As a follow-up to the West Virginia Pharmacists Association (WVPA) mailing its members copies of the “Opioid Reduction Act” and “Pharmacists To Dispense Tobacco Cessation Theraphy” earlier this month, WVPA will be mailing a copy of “Pharmacy Audit Integrity Act” to its members next week. These measures were supported by WVPA and passed by the 2019 West Virginia Legislature.
A total 1,823 bills were introduced during the 2109 Legislature. Only 294 completed the process. The Governor vetoed 30 bills. Unless otherwise noted, all approved bills are effective 90 days from passage.
According to reports from the National Association of Boards of Pharmacy, West Virginia witnessed 368 pharmacists transferring their license into the State in 2018 while 144 transferred their license to another state.
Pharmacists are on the “front lines” to ensure patients are vaccinated for measles, especially with recent outbreaks. Pharmacists may wish to alert parents that 9 out of 10 nonimmune patients will get measles when exposed.
Wall Street expects Rite Aid slid deeper into the red in the fourth quarter. Financial analysis predict the struggling drugstore chain’s loss widened in the December-February quarter from a year earlier, even as revenue increased. The company, which also operates a PBM, announced plans to replace most of top management and to restructure.

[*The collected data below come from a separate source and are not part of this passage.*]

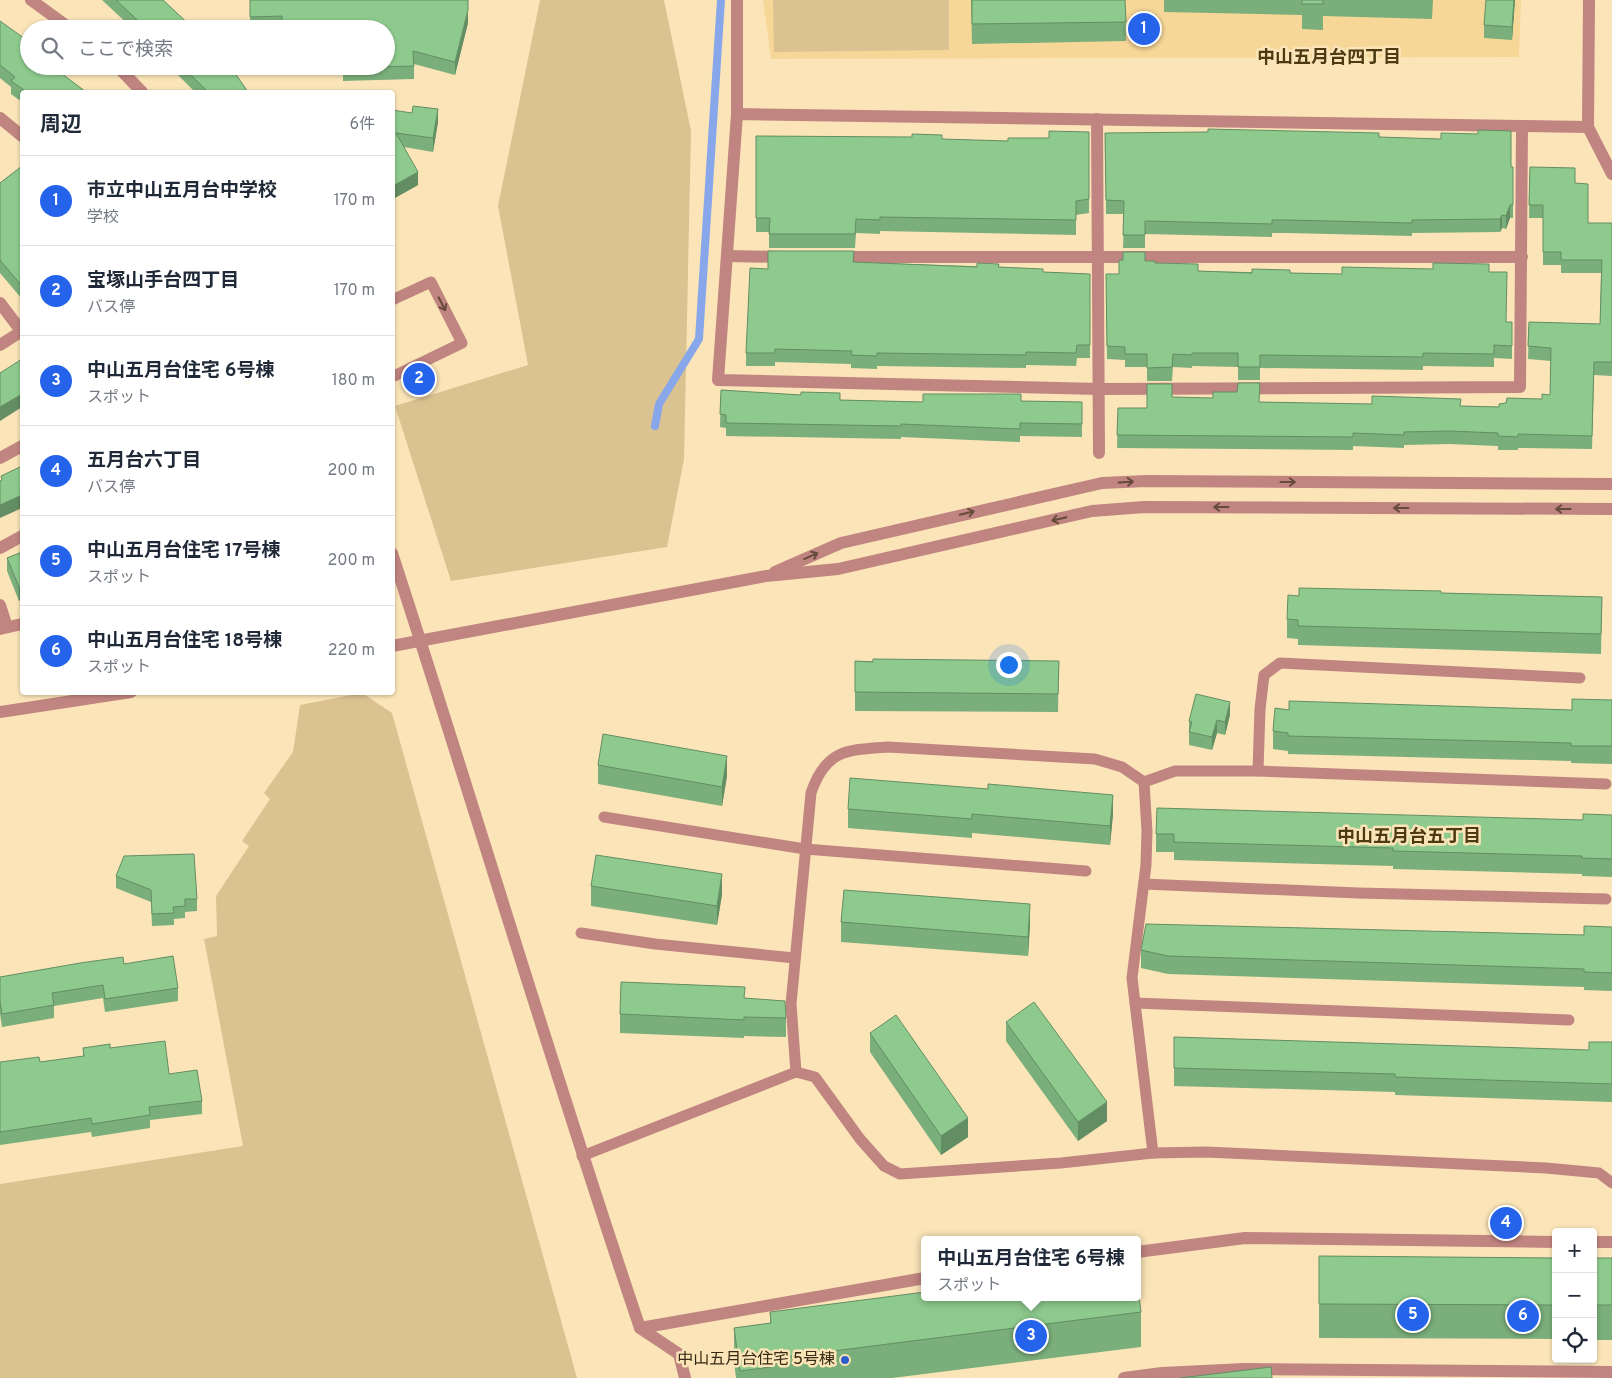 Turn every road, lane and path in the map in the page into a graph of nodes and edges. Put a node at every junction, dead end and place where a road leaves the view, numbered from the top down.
1 (31, 0) edge
2 (737, 0) edge
3 (1589, 0) edge
4 (59, 20) edge
5 (126, 75) edge
6 (140, 90) edge
7 (737, 114) junction
8 (0, 118) edge
9 (1096, 119) junction
10 (1522, 126) junction
11 (1588, 127) junction
12 (20, 134) edge
13 (1612, 174) edge
14 (727, 256) junction
15 (795, 257) edge
16 (824, 257) edge
17 (1522, 257) junction
18 (1098, 258) junction
19 (395, 299) edge
20 (0, 304) edge
21 (20, 329) edge
22 (20, 332) edge
23 (0, 345) edge
24 (395, 376) edge
25 (1098, 389) junction
26 (20, 447) edge
27 (1099, 453) dead end
28 (0, 458) edge
29 (1612, 484) edge
30 (1612, 509) edge
31 (20, 537) edge
32 (0, 548) edge
33 (395, 562) edge
34 (766, 576) junction
35 (0, 604) edge
36 (20, 624) edge
37 (4, 628) edge
38 (421, 641) junction
39 (395, 645) edge
40 (1580, 678) dead end
41 (111, 695) edge
42 (0, 712) edge
43 (1258, 771) junction
44 (1144, 782) junction
45 (1606, 784) dead end
46 (604, 816) dead end
47 (805, 849) junction
48 (1086, 871) dead end
49 (1144, 884) junction
50 (1606, 899) dead end
51 (581, 933) dead end
52 (795, 958) junction
53 (1135, 1002) junction
54 (1569, 1020) dead end
55 (796, 1072) junction
56 (1153, 1153) junction
57 (582, 1156) junction
58 (1612, 1183) edge
59 (1552, 1242) edge
60 (1597, 1242) edge
61 (1612, 1242) edge
62 (1141, 1251) edge
63 (921, 1279) edge
64 (640, 1328) junction
65 (1612, 1372) edge
66 (1595, 1375) edge
67 (685, 1378) edge
68 (1124, 1378) edge

1 - 4 street
2 - 7 street
3 - 11 street
5 - 6 street
7 - 9 street
7 - 14 street
8 - 12 street
9 - 10 street
9 - 18 street
10 - 11 street
10 - 17 street
11 - 13 street
14 - 15 street
14 - 25 street
16 - 18 street
17 - 18 street
17 - 25 street
18 - 25 street
19 -> 24 lane
20 - 21 street
22 - 23 street
25 - 27 street
26 - 28 street
34 -> 29 street
30 -> 34 street
31 - 32 street
33 - 38 street
34 - 38 street
35 - 37 street
36 - 37 street
38 - 39 street
38 - 57 street
40 - 43 lane
41 - 42 street
43 - 44 lane
43 - 45 lane
44 - 47 lane
44 - 49 lane
46 - 47 lane
47 - 48 lane
47 - 52 lane
49 - 50 lane
49 - 53 lane
51 - 52 lane
52 - 55 lane
53 - 54 lane
53 - 56 lane
55 - 56 lane
55 - 57 lane
56 - 58 lane
57 - 64 street
59 - 62 street
60 - 61 street
63 - 64 street
64 - 67 street
65 - 66 street
66 - 68 street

PBMs were scrutinized at the Senate Finance Committee hearing this week. Lawmakers focused on PBM practices, such as rebate from drug manufacturers to PBMs, transparency of rebate and pricing negotiations and industry practices that could help or hurt affordability of drugs for Medicare and Medicaid beneficiaries and other consumers.
PhRMA and PBMs blame each other for insulin price spikes. The manufacturers cast rebates as the root of the problem, and the PBMs blamed the high list prices set by manufacturers and the lack of generic insulin.
U.S. Senators Grassy and Wyden requested Health and Human Resources officials to investigate PBM spread pricing amd for paying pharmacies less than what they charge health plans for prescription drugs.
Ohio Medicaid managed care organizations fired CVS Caremark, according to news accounts. An audit of that state’s Medicaid program found PBMs kept over $220 million annually through spread pricing: CVS pocketed $114 million through its contract with CareSource alone.